Ini adalah pengalaman seorang teman yang seorang guru dan pendidik. Ini adalah pengalaman nyata, tetapi mohon maaf jika nama, waktu kejadian, dan tempatnya saya rahasiakan.
Ada seorang murid yang di sekolahan susah dididik, nakal terhadap temannya, berani dengan guru saat guru menegur karena tingkah lakunya yang sudah kelewatan. Dan mungkin karena kesabaran seorang guru juga ada batasnya, sehingga si guru sampai menangani secara fisik kepada si murid ini. Sebenarnya masih dalam batas toleransi kalau menurut penilaian saya, artinya bukan lantas guru meninju, menampar dengan keras sampai pingsan.
Eh rupanya si anak menangis dan pulang ke rumah, dan celakanya ibu si anak melihat dan mendengar pengaduan anak lantas melabrak ke kesekolahan.
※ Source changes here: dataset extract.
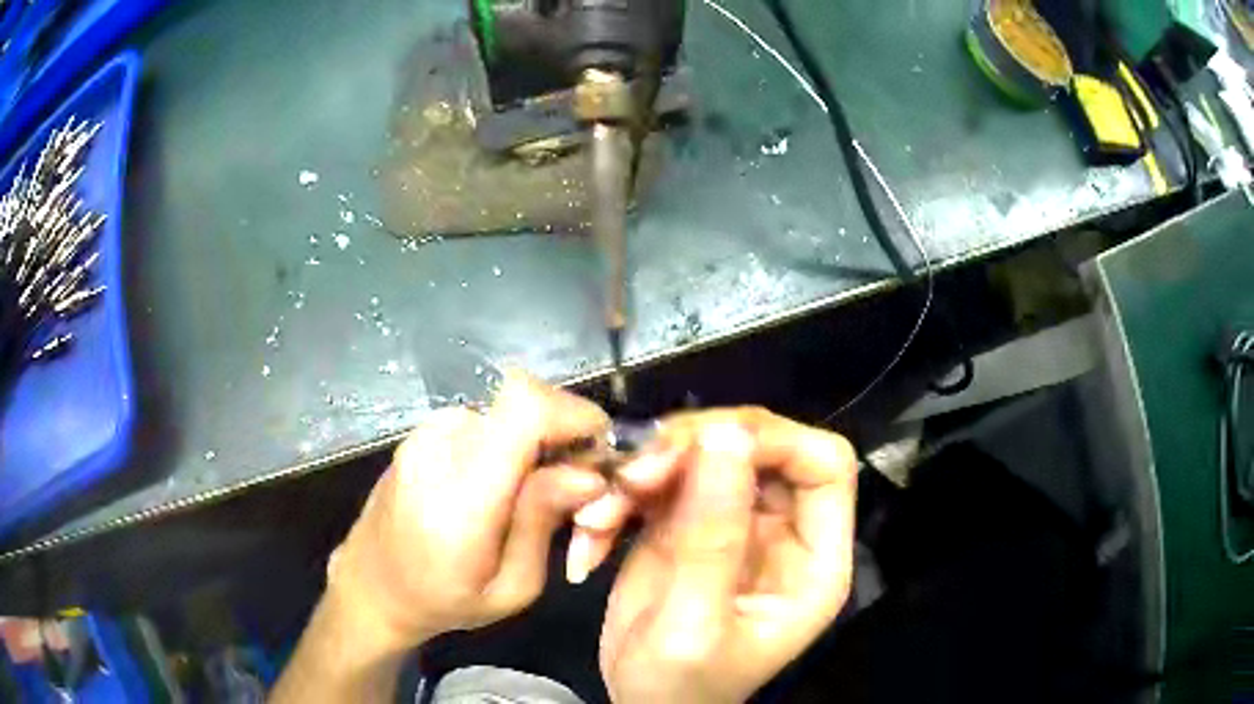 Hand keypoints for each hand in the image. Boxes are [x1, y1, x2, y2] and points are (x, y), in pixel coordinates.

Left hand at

Tanpa ba bi bu, tanpa bertanya secara baik-baik duduk permasalahannya, langsung menyemprot guru yang membuat anaknya menangis, disertai dengan ancaman-ancaman tertentu yang membuat si guru jadi tertekan.
Jika diadakan polling di sekolahan untuk guru dan murid, tentu banyak yang setuju jika murid yang diatas tadi keluar secara suka rela atau dikeluarkan saja.
Memang sudah saatnya seorang guru lebih melek hukum agar jika menghadapi hal-hal seperti itu bisa berbuat yang tepat. Saya jadi teringat cerita bapak saya jaman sekolah dulu. Jaman dulu seorang guru itu tangan kanan bawa kapur, tangan kiri pegang penjalin untuk memukul muridnya yang malas, yang nakal, dan berbuat kesalahan yang lain. Dan di jaman dulu hal tersebut lumrah saja.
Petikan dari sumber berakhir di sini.